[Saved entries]
★ ★ ★

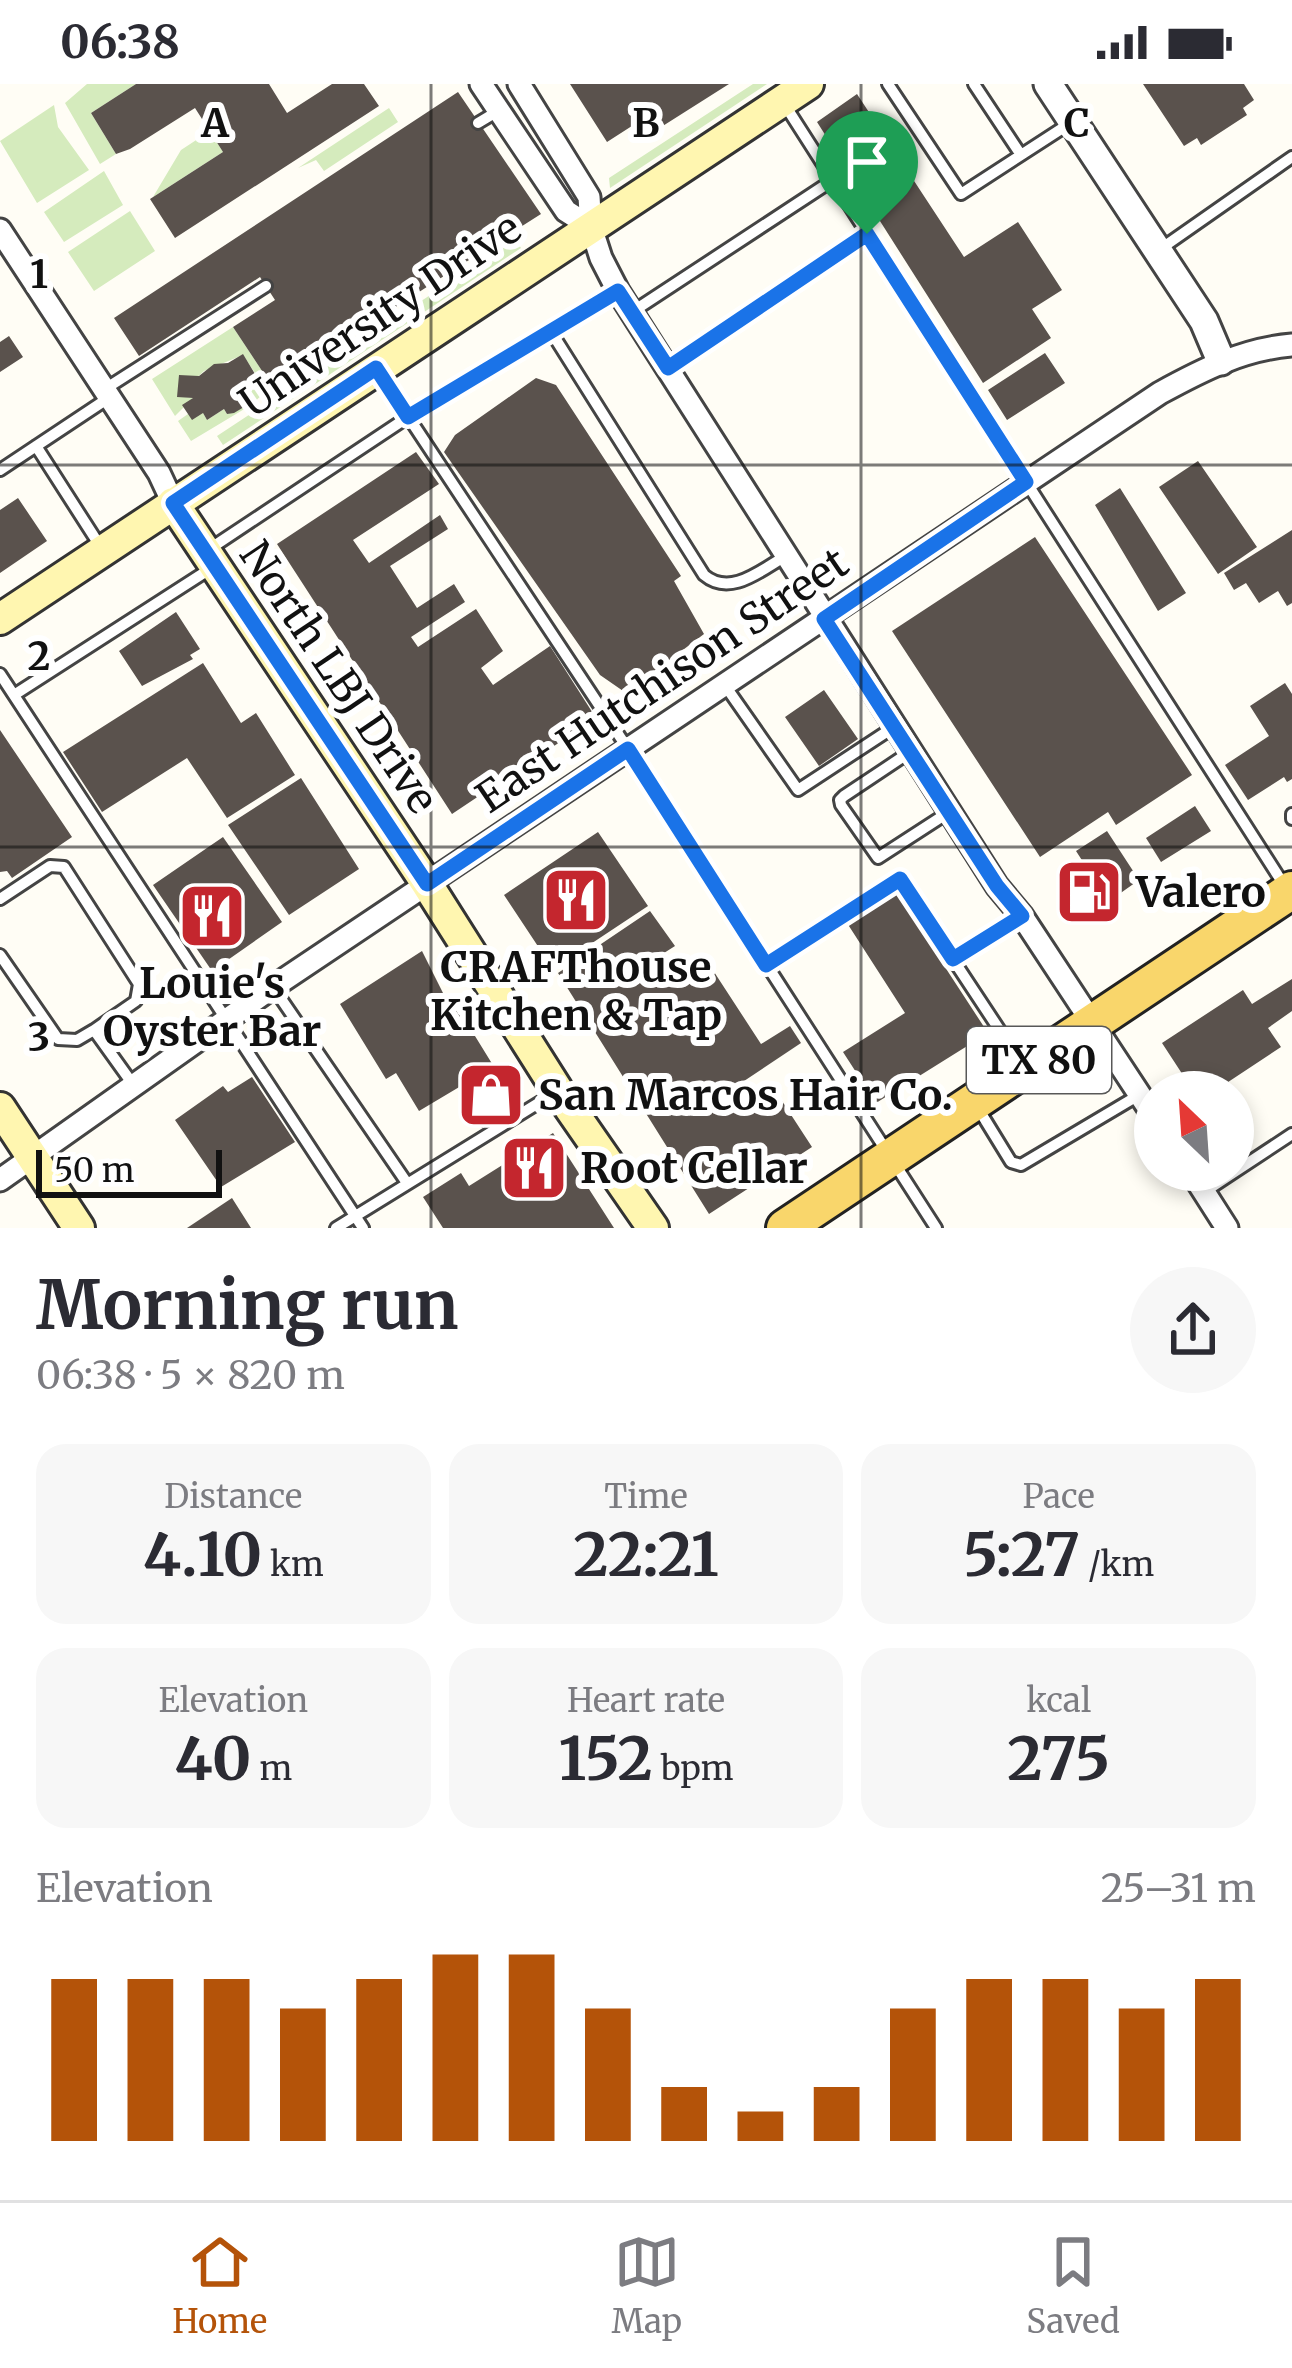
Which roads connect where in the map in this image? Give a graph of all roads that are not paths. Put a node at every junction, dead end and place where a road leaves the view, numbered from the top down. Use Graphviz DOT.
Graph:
graph roads {
  1 [pos="481,84"];
  2 [pos="519,84"];
  3 [pos="888,84"];
  4 [pos="974,84"];
  5 [pos="795,93"];
  6 [pos="1061,99"];
  7 [pos="498,111"];
  8 [pos="478,124"];
  9 [pos="1021,155"];
  10 [pos="1292,157"];
  11 [pos="833,180"];
  12 [pos="591,227"];
  13 [pos="0,230"];
  14 [pos="867,234"];
  15 [pos="1156,252"];
  16 [pos="266,286"];
  17 [pos="618,291"];
  18 [pos="632,311"];
  19 [pos="550,330"];
  20 [pos="1292,345"];
  21 [pos="1221,362"];
  22 [pos="376,368"];
  23 [pos="668,368"];
  24 [pos="107,393"];
  25 [pos="408,417"];
  26 [pos="36,446"];
  27 [pos="0,470"];
  28 [pos="1026,482"];
  29 [pos="173,503"];
  30 [pos="103,550"];
  31 [pos="784,557"];
  32 [pos="210,559"];
  33 [pos="0,619"];
  34 [pos="824,619"];
  35 [pos="0,674"];
  36 [pos="724,684"];
  37 [pos="14,695"];
  38 [pos="894,727"];
  39 [pos="628,749"];
  40 [pos="910,752"];
  41 [pos="949,812"];
  42 [pos="427,884"];
  43 [pos="1291,893"];
  44 [pos="0,899"];
  45 [pos="1022,916"];
  46 [pos="0,955"];
  47 [pos="953,959"];
  48 [pos="766,965"];
  49 [pos="273,988"];
  50 [pos="226,1019"];
  51 [pos="1093,1022"];
  52 [pos="94,1030"];
  53 [pos="1025,1069"];
  54 [pos="132,1083"];
  55 [pos="1134,1086"];
  56 [pos="558,1091"];
  57 [pos="1134,1097"];
  58 [pos="974,1102"];
  59 [pos="0,1108"];
  60 [pos="1292,1134"];
  61 [pos="32,1155"];
  62 [pos="890,1159"];
  63 [pos="0,1180"];
  64 [pos="407,1183"];
  65 [pos="1204,1192"];
  66 [pos="355,1216"];
  67 [pos="79,1228"];
  68 [pos="336,1228"];
  69 [pos="363,1228"];
  70 [pos="653,1228"];
  71 [pos="785,1228"];
  72 [pos="936,1228"];
  73 [pos="1227,1228"];
  1 -- 7 [label="street"];
  2 -- 12 [label="street"];
  3 -- 9 [label="lane"];
  4 -- 9 [label="lane"];
  5 -- 11 [label="lane"];
  5 -- 12 [label="main road, University Drive"];
  6 -- 9 [label="lane"];
  6 -- 15 [label="street"];
  7 -- 8 [label="lane"];
  7 -- 12 [label="street"];
  10 -- 15 [label="lane"];
  11 -- 14 [label="lane"];
  11 -- 18 [label="lane"];
  12 -- 17 [label="street"];
  12 -- 22 [label="main road, University Drive"];
  13 -- 24 [label="street, North LBJ Drive"];
  14 -- 23 [label="lane"];
  14 -- 28 [label="lane"];
  15 -- 21 [label="street"];
  16 -- 24 [label="lane"];
  17 -- 18 [label="street"];
  17 -- 19 [label="lane"];
  18 -- 23 [label="street"];
  19 -- 25 [label="lane"];
  19 -- 31 [label="lane"];
  20 -- 21 [label="street, East Hutchison Street"];
  21 -- 28 [label="street, East Hutchison Street"];
  22 -- 25 [label="lane"];
  22 -- 29 [label="main road, University Drive"];
  23 -- 31 [label="street"];
  24 -- 26 [label="lane"];
  24 -- 29 [label="street, North LBJ Drive"];
  25 -- 32 [label="lane"];
  25 -- 39 [label="lane"];
  26 -- 27 [label="lane"];
  26 -- 30 [label="lane"];
  28 -- 34 [label="street, East Hutchison Street"];
  28 -- 43 [label="lane"];
  29 -- 30 [label="main road, University Drive"];
  29 -- 32 [label="main road, North LBJ Drive"];
  30 -- 33 [label="main road, University Drive"];
  31 -- 34 [label="street"];
  32 -- 37 [label="lane"];
  32 -- 42 [label="main road, North LBJ Drive"];
  34 -- 36 [label="street, East Hutchison Street"];
  34 -- 38 [label="street"];
  35 -- 37 [label="lane"];
  36 -- 38 [label="lane"];
  36 -- 39 [label="street, East Hutchison Street"];
  37 -- 50 [label="lane"];
  38 -- 40 [label="street"];
  39 -- 42 [label="street, East Hutchison Street"];
  39 -- 48 [label="lane"];
  40 -- 41 [label="street"];
  40 -- 41 [label="lane"];
  41 -- 45 [label="street"];
  42 -- 49 [label="street, East Hutchison Street"];
  42 -- 56 [label="main road, North LBJ Drive"];
  43 -- 51 [label="main road, TX 80"];
  44 -- 52 [label="lane"];
  45 -- 47 [label="lane"];
  45 -- 51 [label="street"];
  46 -- 52 [label="lane"];
  47 -- 48 [label="lane"];
  47 -- 53 [label="lane"];
  48 -- 62 [label="lane"];
  49 -- 50 [label="street, East Hutchison Street"];
  49 -- 64 [label="lane"];
  50 -- 54 [label="street, East Hutchison Street"];
  50 -- 66 [label="lane"];
  51 -- 53 [label="main road, TX 80"];
  51 -- 55 [label="street"];
  52 -- 54 [label="lane"];
  53 -- 58 [label="main road, TX 80"];
  54 -- 61 [label="street, East Hutchison Street"];
  56 -- 64 [label="lane"];
  56 -- 70 [label="main road, North LBJ Drive"];
  57 -- 58 [label="lane"];
  58 -- 62 [label="main road, TX 80"];
  59 -- 61 [label="main road"];
  60 -- 65 [label="lane"];
  61 -- 63 [label="street, East Hutchison Street"];
  61 -- 67 [label="main road"];
  62 -- 71 [label="main road, TX 80"];
  62 -- 72 [label="lane"];
  64 -- 66 [label="lane"];
  65 -- 73 [label="street"];
  66 -- 68 [label="lane"];
  66 -- 69 [label="lane"];
}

★ ★ ★

WHAT THE EXERCISE ASKS
Exact copy, no pictures: reproduce every entry shown above.

ANSWER FOR THE TASK
Which roads connect where in the map in this image? Give a graph of all roads that are not paths. Put a node at every junction, dead end and place where a road leaves the view, numbered from the top down. Use Graphviz DOT.
Graph:
graph roads {
  1 [pos="481,84"];
  2 [pos="519,84"];
  3 [pos="888,84"];
  4 [pos="974,84"];
  5 [pos="795,93"];
  6 [pos="1061,99"];
  7 [pos="498,111"];
  8 [pos="478,124"];
  9 [pos="1021,155"];
  10 [pos="1292,157"];
  11 [pos="833,180"];
  12 [pos="591,227"];
  13 [pos="0,230"];
  14 [pos="867,234"];
  15 [pos="1156,252"];
  16 [pos="266,286"];
  17 [pos="618,291"];
  18 [pos="632,311"];
  19 [pos="550,330"];
  20 [pos="1292,345"];
  21 [pos="1221,362"];
  22 [pos="376,368"];
  23 [pos="668,368"];
  24 [pos="107,393"];
  25 [pos="408,417"];
  26 [pos="36,446"];
  27 [pos="0,470"];
  28 [pos="1026,482"];
  29 [pos="173,503"];
  30 [pos="103,550"];
  31 [pos="784,557"];
  32 [pos="210,559"];
  33 [pos="0,619"];
  34 [pos="824,619"];
  35 [pos="0,674"];
  36 [pos="724,684"];
  37 [pos="14,695"];
  38 [pos="894,727"];
  39 [pos="628,749"];
  40 [pos="910,752"];
  41 [pos="949,812"];
  42 [pos="427,884"];
  43 [pos="1291,893"];
  44 [pos="0,899"];
  45 [pos="1022,916"];
  46 [pos="0,955"];
  47 [pos="953,959"];
  48 [pos="766,965"];
  49 [pos="273,988"];
  50 [pos="226,1019"];
  51 [pos="1093,1022"];
  52 [pos="94,1030"];
  53 [pos="1025,1069"];
  54 [pos="132,1083"];
  55 [pos="1134,1086"];
  56 [pos="558,1091"];
  57 [pos="1134,1097"];
  58 [pos="974,1102"];
  59 [pos="0,1108"];
  60 [pos="1292,1134"];
  61 [pos="32,1155"];
  62 [pos="890,1159"];
  63 [pos="0,1180"];
  64 [pos="407,1183"];
  65 [pos="1204,1192"];
  66 [pos="355,1216"];
  67 [pos="79,1228"];
  68 [pos="336,1228"];
  69 [pos="363,1228"];
  70 [pos="653,1228"];
  71 [pos="785,1228"];
  72 [pos="936,1228"];
  73 [pos="1227,1228"];
  1 -- 7 [label="street"];
  2 -- 12 [label="street"];
  3 -- 9 [label="lane"];
  4 -- 9 [label="lane"];
  5 -- 11 [label="lane"];
  5 -- 12 [label="main road, University Drive"];
  6 -- 9 [label="lane"];
  6 -- 15 [label="street"];
  7 -- 8 [label="lane"];
  7 -- 12 [label="street"];
  10 -- 15 [label="lane"];
  11 -- 14 [label="lane"];
  11 -- 18 [label="lane"];
  12 -- 17 [label="street"];
  12 -- 22 [label="main road, University Drive"];
  13 -- 24 [label="street, North LBJ Drive"];
  14 -- 23 [label="lane"];
  14 -- 28 [label="lane"];
  15 -- 21 [label="street"];
  16 -- 24 [label="lane"];
  17 -- 18 [label="street"];
  17 -- 19 [label="lane"];
  18 -- 23 [label="street"];
  19 -- 25 [label="lane"];
  19 -- 31 [label="lane"];
  20 -- 21 [label="street, East Hutchison Street"];
  21 -- 28 [label="street, East Hutchison Street"];
  22 -- 25 [label="lane"];
  22 -- 29 [label="main road, University Drive"];
  23 -- 31 [label="street"];
  24 -- 26 [label="lane"];
  24 -- 29 [label="street, North LBJ Drive"];
  25 -- 32 [label="lane"];
  25 -- 39 [label="lane"];
  26 -- 27 [label="lane"];
  26 -- 30 [label="lane"];
  28 -- 34 [label="street, East Hutchison Street"];
  28 -- 43 [label="lane"];
  29 -- 30 [label="main road, University Drive"];
  29 -- 32 [label="main road, North LBJ Drive"];
  30 -- 33 [label="main road, University Drive"];
  31 -- 34 [label="street"];
  32 -- 37 [label="lane"];
  32 -- 42 [label="main road, North LBJ Drive"];
  34 -- 36 [label="street, East Hutchison Street"];
  34 -- 38 [label="street"];
  35 -- 37 [label="lane"];
  36 -- 38 [label="lane"];
  36 -- 39 [label="street, East Hutchison Street"];
  37 -- 50 [label="lane"];
  38 -- 40 [label="street"];
  39 -- 42 [label="street, East Hutchison Street"];
  39 -- 48 [label="lane"];
  40 -- 41 [label="street"];
  40 -- 41 [label="lane"];
  41 -- 45 [label="street"];
  42 -- 49 [label="street, East Hutchison Street"];
  42 -- 56 [label="main road, North LBJ Drive"];
  43 -- 51 [label="main road, TX 80"];
  44 -- 52 [label="lane"];
  45 -- 47 [label="lane"];
  45 -- 51 [label="street"];
  46 -- 52 [label="lane"];
  47 -- 48 [label="lane"];
  47 -- 53 [label="lane"];
  48 -- 62 [label="lane"];
  49 -- 50 [label="street, East Hutchison Street"];
  49 -- 64 [label="lane"];
  50 -- 54 [label="street, East Hutchison Street"];
  50 -- 66 [label="lane"];
  51 -- 53 [label="main road, TX 80"];
  51 -- 55 [label="street"];
  52 -- 54 [label="lane"];
  53 -- 58 [label="main road, TX 80"];
  54 -- 61 [label="street, East Hutchison Street"];
  56 -- 64 [label="lane"];
  56 -- 70 [label="main road, North LBJ Drive"];
  57 -- 58 [label="lane"];
  58 -- 62 [label="main road, TX 80"];
  59 -- 61 [label="main road"];
  60 -- 65 [label="lane"];
  61 -- 63 [label="street, East Hutchison Street"];
  61 -- 67 [label="main road"];
  62 -- 71 [label="main road, TX 80"];
  62 -- 72 [label="lane"];
  64 -- 66 [label="lane"];
  65 -- 73 [label="street"];
  66 -- 68 [label="lane"];
  66 -- 69 [label="lane"];
}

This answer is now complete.